La musa revolucionaria de la libertad

Los grandes pensadores sociales casi siempre arrancan siendo figuras polarizadoras, admiradas por algunos y despreciadas por otros, hasta que finalmente prevalece su desafío radical frente a cómo entendemos el mundo. Milton Friedman fue un gigante entre los pensadores sociales modernos por lo menos por dos motivos. Primero, influyó profundamente no sólo en su propio terreno, la economía, sino también en las ciencias sociales en general. Segundo, a juzgar por la experiencia histórica, su influencia sobre la opinión pública y la creación de políticas económicas cambió innumerables vidas para mejor.

Durante décadas, Friedman permaneció solitario en el desierto intelectual, rechazando el consenso keynesiano de posguerra de que los gobiernos deberían utilizar la política fiscal para manejar la mayor demanda –una visión que sustentó las políticas económicas estatistas de los años 70-. En realidad, en el contexto de su época, Friedman fue un verdadero revolucionario intelectual, que combinaba la rigurosa investigación académica con el periodismo y los libros de divulgación popular escritos de manera refinada para argumentar a favor de las políticas de libre mercado –y para afirmar el vínculo, defendido por escritores como Adam Smith y Friedrich von Hayek, entre libertad económica y libertad política.

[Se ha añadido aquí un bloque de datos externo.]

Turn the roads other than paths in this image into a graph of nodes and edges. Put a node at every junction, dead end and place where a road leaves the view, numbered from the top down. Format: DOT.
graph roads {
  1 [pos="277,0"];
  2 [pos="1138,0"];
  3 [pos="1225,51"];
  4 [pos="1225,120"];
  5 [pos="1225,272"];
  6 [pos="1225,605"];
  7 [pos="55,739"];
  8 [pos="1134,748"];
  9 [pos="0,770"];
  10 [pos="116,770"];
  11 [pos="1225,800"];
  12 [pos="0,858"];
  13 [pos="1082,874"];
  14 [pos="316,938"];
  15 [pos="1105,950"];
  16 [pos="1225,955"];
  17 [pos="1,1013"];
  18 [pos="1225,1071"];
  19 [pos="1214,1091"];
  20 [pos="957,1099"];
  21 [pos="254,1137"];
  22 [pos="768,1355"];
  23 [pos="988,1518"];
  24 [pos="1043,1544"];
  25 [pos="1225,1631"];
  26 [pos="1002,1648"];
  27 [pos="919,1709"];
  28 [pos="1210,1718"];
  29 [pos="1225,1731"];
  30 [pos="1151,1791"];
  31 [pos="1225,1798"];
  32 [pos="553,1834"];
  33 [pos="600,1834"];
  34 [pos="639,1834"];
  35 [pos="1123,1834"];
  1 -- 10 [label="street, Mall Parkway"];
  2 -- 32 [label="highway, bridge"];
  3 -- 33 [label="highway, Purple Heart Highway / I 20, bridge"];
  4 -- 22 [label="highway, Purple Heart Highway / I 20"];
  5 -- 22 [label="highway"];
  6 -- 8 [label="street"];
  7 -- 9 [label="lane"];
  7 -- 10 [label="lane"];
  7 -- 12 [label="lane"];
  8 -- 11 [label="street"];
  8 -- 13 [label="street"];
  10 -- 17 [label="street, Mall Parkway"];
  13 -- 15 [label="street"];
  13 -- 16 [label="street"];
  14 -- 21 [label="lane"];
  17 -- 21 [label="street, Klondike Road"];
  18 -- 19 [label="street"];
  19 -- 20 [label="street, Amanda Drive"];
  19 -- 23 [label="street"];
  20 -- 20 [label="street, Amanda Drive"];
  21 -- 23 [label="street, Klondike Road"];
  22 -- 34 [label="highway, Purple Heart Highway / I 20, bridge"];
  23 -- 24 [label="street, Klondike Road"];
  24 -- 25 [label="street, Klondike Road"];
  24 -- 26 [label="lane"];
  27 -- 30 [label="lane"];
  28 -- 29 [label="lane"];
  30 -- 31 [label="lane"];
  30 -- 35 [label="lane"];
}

En economía, Friedman revivió y desarrolló la teoría monetarista de que la cantidad de dinero en circulación es el principal factor determinante en lo que a desempeño de las economías se refiere. En su obra maestra Historia monetaria de Estados Unidos (1867-1960) (escrito junto con Anna Schwartz), atribuía las recesiones, entre ellas la Gran Depresión de los años 30, a una caída en la oferta monetaria. De la misma manera, sostenía que lo que causaba la inflación era una sobreoferta de dinero.